Its Spring time, Easter time. The time of earthly renewal long marked on clog almanacs and calendars, and celebrated by diverse societies for time out of mind. The natural world is astir and the business and promise of life inspires one to activity, and one yearns to make, and do, and to strengthen connections with the old and the new.
Far away in Florida, I contemplate my family in Idaho and Utah, and I miss feeling those feelings on home ground, in my own territory, among the people and places of my origin. Thus is life in a fragmented and mobile society.

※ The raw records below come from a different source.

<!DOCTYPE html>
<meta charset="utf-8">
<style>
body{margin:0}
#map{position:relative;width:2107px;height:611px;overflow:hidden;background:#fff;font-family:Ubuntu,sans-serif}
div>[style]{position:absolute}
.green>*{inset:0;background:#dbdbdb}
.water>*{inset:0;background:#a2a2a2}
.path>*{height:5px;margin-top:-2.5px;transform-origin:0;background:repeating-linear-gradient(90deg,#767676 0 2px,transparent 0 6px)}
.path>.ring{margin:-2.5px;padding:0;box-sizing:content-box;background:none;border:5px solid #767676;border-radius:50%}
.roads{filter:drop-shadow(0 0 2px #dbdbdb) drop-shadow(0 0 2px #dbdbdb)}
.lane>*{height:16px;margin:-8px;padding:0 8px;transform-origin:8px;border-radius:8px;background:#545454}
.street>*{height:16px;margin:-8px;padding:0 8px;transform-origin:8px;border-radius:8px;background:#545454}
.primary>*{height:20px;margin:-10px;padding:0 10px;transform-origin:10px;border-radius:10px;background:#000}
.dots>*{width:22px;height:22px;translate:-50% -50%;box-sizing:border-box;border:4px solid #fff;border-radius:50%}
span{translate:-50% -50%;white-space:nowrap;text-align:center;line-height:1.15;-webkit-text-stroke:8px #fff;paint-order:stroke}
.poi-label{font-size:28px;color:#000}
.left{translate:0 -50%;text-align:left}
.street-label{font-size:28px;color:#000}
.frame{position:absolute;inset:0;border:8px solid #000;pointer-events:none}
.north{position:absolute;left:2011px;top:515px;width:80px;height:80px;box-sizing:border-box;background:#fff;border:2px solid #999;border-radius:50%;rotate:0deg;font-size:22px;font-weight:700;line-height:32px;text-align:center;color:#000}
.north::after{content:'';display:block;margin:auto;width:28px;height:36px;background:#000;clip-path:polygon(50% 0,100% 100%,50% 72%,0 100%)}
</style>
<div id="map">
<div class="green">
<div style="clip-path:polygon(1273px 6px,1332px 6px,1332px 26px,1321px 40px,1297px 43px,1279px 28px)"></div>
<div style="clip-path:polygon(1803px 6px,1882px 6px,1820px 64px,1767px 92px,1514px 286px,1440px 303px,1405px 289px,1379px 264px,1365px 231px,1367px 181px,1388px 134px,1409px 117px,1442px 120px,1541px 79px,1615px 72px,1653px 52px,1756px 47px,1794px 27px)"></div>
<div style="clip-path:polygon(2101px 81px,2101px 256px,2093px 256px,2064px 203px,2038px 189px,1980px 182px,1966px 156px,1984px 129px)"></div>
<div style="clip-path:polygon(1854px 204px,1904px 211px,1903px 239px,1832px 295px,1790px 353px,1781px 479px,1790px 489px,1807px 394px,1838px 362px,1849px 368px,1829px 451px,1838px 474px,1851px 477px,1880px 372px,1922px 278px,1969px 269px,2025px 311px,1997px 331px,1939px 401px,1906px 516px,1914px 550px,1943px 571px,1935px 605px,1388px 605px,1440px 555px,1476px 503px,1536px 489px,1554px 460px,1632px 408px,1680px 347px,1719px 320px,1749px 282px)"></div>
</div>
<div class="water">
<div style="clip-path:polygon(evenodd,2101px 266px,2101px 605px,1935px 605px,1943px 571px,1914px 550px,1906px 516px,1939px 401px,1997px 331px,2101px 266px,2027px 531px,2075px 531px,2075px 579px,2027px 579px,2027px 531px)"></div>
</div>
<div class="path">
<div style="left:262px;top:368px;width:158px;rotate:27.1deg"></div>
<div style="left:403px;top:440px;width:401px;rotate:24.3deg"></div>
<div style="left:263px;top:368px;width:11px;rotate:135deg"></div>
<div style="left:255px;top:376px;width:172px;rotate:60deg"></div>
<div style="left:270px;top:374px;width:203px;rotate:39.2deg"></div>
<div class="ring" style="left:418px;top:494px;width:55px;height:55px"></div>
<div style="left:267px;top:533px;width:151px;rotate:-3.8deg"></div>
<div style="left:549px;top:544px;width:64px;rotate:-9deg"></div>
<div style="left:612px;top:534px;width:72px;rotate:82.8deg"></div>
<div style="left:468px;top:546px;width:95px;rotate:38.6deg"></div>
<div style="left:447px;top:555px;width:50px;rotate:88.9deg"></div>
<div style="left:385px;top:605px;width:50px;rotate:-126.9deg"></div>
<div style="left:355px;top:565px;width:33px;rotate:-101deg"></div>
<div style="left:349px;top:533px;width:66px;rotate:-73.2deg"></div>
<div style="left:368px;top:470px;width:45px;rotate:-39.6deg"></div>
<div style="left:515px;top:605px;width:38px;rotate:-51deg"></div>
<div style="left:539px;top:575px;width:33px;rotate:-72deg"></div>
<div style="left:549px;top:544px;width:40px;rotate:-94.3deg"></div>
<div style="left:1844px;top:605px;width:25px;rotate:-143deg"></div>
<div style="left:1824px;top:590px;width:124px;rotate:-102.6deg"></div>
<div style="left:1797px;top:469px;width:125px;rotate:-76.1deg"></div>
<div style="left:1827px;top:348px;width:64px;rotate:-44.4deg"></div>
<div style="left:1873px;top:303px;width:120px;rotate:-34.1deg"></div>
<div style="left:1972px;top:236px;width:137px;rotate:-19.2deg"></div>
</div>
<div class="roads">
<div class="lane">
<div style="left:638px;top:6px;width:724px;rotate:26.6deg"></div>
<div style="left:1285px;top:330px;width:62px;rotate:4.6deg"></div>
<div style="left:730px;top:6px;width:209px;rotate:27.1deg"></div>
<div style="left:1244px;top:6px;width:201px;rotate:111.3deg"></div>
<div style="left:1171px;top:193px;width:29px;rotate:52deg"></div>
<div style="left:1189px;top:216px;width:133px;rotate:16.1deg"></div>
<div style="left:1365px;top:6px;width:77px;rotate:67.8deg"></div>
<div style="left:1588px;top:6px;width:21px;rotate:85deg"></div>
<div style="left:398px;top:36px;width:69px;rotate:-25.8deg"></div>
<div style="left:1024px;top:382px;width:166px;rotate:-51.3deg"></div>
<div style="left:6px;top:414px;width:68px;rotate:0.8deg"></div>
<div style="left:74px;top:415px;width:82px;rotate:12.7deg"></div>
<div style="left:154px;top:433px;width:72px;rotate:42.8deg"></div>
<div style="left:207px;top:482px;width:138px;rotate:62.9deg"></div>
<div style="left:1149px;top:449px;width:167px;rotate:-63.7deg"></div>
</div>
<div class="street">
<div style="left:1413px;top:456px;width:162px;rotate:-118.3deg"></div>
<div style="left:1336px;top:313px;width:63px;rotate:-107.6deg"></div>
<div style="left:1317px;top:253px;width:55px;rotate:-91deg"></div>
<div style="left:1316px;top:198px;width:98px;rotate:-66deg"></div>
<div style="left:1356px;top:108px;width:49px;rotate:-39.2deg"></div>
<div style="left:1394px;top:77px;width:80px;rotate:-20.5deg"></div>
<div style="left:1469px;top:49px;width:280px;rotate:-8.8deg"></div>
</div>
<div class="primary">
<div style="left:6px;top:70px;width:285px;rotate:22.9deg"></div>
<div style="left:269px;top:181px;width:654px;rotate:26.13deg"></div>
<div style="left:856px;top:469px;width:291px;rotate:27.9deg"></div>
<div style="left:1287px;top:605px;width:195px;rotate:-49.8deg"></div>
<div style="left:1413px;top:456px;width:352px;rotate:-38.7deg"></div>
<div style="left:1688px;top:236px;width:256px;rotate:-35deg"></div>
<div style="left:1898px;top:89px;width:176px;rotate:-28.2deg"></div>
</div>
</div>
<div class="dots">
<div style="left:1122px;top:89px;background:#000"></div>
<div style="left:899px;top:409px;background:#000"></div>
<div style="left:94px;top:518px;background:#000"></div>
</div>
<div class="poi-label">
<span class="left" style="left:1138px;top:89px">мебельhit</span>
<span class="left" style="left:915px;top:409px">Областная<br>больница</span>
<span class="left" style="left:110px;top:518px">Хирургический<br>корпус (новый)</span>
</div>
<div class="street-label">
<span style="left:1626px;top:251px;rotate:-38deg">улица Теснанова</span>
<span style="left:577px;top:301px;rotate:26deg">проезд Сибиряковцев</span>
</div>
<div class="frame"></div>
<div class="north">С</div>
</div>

But thinking of my northwestern roots, my mind returns to this lovely paragraph in which the wife of a Montana sheep rancher recounts Spring and lambing time at the Call Ranch in the Madison River valley south of Ennis, MT, in the far-gone decades prior to WWII.
“For everywhere I look I can see the stir of new life – in the tender, pale green of the hills, rolling on and on to meet the horizon; in the deepening green of slender, silver-trunked quaking aspen; in the sweet, sharp-scented fragrance of pine and spruce and fir, as the sap runs through their branches.”
Hughie Call. Golden Fleece, with Illustrations by Paul Brown. The Houghton Mifflin Company, Boston. The Riverside Press, Cambridge, Massachusetts. 250 pp.I have a deep knowledge of what she was feeling. The book is a cherished volume in my library.